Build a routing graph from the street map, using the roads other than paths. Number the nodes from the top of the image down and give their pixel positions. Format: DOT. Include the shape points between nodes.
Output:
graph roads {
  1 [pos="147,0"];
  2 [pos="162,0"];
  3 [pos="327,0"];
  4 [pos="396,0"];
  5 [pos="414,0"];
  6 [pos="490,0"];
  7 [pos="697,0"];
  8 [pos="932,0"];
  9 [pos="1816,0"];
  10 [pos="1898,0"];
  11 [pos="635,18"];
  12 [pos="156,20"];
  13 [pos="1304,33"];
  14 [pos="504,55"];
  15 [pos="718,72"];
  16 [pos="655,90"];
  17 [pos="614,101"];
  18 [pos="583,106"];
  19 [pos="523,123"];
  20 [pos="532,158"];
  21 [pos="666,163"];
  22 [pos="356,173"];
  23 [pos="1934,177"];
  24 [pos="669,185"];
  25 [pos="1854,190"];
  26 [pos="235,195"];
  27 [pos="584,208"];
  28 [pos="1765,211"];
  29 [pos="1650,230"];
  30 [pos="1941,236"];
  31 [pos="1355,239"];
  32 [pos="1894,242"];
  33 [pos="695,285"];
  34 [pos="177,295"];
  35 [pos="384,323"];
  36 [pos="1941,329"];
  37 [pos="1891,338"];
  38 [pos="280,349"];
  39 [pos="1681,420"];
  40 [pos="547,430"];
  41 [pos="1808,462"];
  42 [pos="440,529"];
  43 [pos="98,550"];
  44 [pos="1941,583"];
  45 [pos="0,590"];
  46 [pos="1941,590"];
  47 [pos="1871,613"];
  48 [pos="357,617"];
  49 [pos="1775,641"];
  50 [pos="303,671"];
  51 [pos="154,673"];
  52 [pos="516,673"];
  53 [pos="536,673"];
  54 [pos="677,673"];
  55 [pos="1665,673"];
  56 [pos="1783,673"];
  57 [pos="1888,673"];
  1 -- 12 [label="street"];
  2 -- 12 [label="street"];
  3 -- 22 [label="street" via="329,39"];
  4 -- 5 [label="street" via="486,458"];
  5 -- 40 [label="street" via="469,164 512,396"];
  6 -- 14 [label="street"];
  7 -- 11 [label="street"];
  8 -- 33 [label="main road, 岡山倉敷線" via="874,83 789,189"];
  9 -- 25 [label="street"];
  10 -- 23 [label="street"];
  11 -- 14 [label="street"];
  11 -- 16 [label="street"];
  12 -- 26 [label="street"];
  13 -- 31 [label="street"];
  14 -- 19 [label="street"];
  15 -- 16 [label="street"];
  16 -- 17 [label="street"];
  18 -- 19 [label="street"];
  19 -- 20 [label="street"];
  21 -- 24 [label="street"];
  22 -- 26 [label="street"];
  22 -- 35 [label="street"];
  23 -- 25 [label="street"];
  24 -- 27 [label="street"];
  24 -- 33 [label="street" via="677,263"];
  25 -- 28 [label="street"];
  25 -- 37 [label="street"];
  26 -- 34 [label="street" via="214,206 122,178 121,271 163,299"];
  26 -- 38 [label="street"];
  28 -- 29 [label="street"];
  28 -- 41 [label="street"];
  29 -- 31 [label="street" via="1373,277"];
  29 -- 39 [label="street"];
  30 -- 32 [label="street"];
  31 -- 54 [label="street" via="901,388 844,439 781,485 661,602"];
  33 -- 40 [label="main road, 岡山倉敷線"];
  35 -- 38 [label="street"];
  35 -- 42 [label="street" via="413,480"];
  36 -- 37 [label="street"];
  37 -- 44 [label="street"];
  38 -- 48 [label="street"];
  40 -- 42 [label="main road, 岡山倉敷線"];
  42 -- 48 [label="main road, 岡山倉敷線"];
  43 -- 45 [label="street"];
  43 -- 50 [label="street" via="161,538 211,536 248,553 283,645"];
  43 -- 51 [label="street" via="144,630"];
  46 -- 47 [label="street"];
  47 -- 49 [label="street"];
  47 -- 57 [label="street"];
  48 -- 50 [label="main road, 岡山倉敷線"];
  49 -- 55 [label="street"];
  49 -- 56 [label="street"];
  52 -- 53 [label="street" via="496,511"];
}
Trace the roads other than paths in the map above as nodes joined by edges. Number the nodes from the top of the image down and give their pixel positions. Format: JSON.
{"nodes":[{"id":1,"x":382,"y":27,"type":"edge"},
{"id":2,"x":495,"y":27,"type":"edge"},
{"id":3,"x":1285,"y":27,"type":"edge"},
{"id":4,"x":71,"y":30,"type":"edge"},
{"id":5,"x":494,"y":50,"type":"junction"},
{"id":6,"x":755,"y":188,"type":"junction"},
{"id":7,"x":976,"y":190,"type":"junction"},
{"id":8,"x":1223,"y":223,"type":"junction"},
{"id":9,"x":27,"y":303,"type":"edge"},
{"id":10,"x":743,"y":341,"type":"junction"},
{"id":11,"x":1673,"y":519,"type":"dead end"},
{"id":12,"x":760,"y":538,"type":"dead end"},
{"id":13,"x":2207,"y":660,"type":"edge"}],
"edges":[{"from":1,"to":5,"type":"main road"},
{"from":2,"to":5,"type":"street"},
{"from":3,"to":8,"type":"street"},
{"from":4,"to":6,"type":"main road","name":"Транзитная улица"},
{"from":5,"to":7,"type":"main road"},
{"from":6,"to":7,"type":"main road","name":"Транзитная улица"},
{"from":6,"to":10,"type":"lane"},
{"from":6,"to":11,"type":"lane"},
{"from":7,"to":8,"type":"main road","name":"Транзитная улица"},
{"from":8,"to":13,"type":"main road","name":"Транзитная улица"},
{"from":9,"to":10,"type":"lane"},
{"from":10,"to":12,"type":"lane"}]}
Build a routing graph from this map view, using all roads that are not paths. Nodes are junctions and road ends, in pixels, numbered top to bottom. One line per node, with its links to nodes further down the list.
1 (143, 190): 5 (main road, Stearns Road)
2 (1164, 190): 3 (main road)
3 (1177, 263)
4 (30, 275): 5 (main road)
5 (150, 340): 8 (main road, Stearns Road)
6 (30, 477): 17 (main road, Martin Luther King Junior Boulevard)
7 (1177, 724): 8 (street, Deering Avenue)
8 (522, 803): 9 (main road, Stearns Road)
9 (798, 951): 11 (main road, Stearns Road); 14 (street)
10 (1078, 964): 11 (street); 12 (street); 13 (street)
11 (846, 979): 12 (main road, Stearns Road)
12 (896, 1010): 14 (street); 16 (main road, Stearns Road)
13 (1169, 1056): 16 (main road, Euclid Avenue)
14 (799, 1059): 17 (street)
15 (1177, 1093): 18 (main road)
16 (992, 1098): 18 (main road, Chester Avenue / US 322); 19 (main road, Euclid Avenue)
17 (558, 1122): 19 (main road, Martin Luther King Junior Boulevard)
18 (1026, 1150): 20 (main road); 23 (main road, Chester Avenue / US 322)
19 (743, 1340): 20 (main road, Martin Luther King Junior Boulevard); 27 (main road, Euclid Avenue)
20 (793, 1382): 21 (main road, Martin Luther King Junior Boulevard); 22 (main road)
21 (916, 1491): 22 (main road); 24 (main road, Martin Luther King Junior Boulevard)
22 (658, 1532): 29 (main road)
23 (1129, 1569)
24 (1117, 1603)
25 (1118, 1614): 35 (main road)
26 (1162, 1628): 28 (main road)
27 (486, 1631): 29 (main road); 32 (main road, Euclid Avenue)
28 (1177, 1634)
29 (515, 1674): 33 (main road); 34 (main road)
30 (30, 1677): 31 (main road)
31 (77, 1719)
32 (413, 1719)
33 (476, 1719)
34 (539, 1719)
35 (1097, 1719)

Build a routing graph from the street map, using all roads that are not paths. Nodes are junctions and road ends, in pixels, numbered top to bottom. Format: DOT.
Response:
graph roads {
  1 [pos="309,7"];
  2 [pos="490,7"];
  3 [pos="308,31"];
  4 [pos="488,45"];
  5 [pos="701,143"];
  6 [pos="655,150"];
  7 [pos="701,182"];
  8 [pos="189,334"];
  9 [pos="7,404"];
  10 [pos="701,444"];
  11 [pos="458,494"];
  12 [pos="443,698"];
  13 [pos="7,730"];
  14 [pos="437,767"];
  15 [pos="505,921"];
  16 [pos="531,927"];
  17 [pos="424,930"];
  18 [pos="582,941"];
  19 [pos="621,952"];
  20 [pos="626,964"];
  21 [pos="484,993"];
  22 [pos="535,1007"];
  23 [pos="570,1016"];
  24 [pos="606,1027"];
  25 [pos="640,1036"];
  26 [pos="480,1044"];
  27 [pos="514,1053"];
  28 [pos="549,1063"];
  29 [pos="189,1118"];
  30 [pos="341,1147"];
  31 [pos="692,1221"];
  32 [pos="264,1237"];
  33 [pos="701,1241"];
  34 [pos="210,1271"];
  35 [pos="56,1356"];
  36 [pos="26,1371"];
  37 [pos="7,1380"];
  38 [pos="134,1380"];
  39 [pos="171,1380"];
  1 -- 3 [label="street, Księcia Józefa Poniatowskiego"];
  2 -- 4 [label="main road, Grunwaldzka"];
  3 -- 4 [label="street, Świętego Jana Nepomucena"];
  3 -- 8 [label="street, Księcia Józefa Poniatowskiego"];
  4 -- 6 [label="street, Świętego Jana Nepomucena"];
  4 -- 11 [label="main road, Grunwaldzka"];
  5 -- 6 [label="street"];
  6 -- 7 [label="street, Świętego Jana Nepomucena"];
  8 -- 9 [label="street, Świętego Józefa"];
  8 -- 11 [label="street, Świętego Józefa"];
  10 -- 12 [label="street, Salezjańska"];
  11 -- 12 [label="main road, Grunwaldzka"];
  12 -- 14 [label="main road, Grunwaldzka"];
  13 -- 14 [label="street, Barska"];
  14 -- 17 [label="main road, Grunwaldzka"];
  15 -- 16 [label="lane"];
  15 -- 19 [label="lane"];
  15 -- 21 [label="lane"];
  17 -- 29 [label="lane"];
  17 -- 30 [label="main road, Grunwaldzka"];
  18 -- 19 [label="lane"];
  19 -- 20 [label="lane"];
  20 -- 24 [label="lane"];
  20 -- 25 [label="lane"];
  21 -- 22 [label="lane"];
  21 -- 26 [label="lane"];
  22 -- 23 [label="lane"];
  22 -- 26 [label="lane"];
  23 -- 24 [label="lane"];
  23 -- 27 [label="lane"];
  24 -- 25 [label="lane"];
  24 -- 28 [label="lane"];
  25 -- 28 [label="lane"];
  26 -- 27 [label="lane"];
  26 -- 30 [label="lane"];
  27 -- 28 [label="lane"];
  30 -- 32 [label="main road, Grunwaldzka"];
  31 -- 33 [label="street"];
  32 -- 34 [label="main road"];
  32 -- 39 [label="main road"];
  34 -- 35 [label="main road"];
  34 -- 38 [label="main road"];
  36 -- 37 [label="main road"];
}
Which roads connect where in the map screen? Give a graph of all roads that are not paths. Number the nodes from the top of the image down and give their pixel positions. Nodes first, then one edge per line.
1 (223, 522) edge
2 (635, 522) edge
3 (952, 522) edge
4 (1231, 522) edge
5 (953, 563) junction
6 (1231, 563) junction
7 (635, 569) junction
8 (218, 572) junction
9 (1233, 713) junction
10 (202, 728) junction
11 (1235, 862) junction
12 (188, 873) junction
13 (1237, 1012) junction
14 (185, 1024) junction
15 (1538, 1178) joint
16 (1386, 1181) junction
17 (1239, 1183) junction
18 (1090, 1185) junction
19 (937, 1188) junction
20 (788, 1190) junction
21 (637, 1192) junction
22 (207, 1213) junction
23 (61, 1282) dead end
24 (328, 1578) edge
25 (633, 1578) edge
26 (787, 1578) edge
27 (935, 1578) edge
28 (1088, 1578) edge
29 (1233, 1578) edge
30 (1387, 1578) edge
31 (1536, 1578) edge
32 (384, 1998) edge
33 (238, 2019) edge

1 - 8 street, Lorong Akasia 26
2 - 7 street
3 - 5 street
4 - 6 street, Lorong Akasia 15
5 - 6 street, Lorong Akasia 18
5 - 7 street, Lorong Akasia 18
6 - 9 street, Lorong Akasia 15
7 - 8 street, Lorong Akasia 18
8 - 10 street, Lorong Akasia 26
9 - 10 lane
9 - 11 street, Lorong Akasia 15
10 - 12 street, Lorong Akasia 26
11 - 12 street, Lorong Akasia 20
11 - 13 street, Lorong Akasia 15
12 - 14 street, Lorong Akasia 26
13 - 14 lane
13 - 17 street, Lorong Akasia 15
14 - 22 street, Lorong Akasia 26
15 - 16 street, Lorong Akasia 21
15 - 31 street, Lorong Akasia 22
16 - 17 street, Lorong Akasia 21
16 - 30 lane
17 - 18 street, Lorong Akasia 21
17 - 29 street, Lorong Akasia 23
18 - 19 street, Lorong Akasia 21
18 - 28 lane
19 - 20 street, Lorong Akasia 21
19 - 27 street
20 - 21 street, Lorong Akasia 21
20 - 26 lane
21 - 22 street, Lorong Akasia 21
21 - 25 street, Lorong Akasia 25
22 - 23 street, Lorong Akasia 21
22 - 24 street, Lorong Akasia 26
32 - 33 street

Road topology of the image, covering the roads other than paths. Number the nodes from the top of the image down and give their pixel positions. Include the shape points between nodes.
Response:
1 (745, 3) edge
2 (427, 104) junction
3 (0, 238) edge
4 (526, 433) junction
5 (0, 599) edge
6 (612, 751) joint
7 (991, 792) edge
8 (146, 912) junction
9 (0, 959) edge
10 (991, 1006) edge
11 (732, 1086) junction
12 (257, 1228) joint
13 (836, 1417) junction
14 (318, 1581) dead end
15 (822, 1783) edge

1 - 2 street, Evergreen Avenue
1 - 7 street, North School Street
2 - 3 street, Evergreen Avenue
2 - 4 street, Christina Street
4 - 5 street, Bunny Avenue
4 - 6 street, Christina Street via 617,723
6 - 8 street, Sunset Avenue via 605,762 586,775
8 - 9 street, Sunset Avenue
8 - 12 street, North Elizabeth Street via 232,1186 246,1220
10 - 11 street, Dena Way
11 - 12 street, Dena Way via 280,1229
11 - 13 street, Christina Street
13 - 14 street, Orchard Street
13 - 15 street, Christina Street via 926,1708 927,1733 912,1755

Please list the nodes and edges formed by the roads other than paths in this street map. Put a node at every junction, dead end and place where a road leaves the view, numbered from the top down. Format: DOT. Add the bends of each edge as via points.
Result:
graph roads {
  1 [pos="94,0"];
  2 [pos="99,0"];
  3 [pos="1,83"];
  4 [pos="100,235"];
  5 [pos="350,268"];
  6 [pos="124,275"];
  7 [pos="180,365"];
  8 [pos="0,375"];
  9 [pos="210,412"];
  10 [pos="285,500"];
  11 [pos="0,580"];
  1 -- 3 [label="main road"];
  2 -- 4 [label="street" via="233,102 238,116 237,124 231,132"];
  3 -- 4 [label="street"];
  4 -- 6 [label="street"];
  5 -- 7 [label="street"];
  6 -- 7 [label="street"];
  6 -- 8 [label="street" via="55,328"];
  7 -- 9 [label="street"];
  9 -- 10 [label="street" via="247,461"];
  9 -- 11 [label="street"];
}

WHAT YOU NEED TO DO →
Every line in the records that holds the word "King" should be copied into the answer.

EXERCISE OUTPUT →
6 (30, 477): 17 (main road, Martin Luther King Junior Boulevard)
17 (558, 1122): 19 (main road, Martin Luther King Junior Boulevard)
19 (743, 1340): 20 (main road, Martin Luther King Junior Boulevard); 27 (main road, Euclid Avenue)
20 (793, 1382): 21 (main road, Martin Luther King Junior Boulevard); 22 (main road)
21 (916, 1491): 22 (main road); 24 (main road, Martin Luther King Junior Boulevard)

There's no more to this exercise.